Head Gasket Failure - How do you confirm? 14 years 4 months ago #174

  • David Aiketgate's Avatar Topic Author
  • David Aiketgate
  • Offline
  • David
  • David
  • mgf mk2 freestyle mpi 16" wheels, in Anthracite.
  • Posts: 20124
  • Thanks: 4381
These cars have acquired a reputation for fragile head gaskets. The original Head gasket is not good at coping with thermal stresses, but there are now uprated multilayer steel replacements that are much better.
The majority of head gasket failure are attributable to loss of coolant.
Therefore it is vital that you monitor the coolant level regularly. Get into the habit of checking it everytime you open the boot. It only takes a second.
The best solution is to fit a LOW COOLANT ALARM. These were fitted to the later model TFs and can be retro-fitted to your car.
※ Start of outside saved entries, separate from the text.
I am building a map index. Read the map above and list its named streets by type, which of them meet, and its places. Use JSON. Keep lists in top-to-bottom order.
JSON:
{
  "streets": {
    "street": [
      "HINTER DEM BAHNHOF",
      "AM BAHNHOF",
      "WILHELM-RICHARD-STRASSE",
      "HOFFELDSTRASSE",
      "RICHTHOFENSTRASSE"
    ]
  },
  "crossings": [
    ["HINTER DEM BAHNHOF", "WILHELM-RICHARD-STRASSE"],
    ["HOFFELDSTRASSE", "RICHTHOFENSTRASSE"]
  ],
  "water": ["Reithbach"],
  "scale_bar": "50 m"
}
This will alert you if you suffer from coolant loss from whatever way.
I made my own.

What are the symptoms?
1/. Overheating in traffic/ Steam from the engine bay.
Check the two fans are operating correctly. Radiator fan at the front/engine bay fan at offside air scoop.
If the fans are OK, has the pressure cap failed? Coolant/staining around the top of the expansion tank.

2/. Loss of coolant.
In addition to the above, if the cap is OK, do you have a failed coolant hose? Is there any coolant leaking anywhere? Check under engine/ under length of car/ under front of car.
Weak points are the underfloor pipes(fit stainless steel pipes), early radiators that corrode(fit an alloy core rad), the plastic bleed screw on the nearside of the rad top(visible through the square hole in the crash panel.(Mike Satur does a metal replacement)
If all of the above fail to find your coolant loss, then:-

There are a few more places the coolant could be disappearing. The heater matrix may leak, as can the heater valve.
A common place on cars with the plastic inlet manifold is the manifold gasket. It normally leaks at the end beneath the throttle body, and drops onto the engine and evaporates, hence is an invisible loss. With the engine cover removed, feel under the inlet manifold for moisture, also examine the engine for coolant coloured staining.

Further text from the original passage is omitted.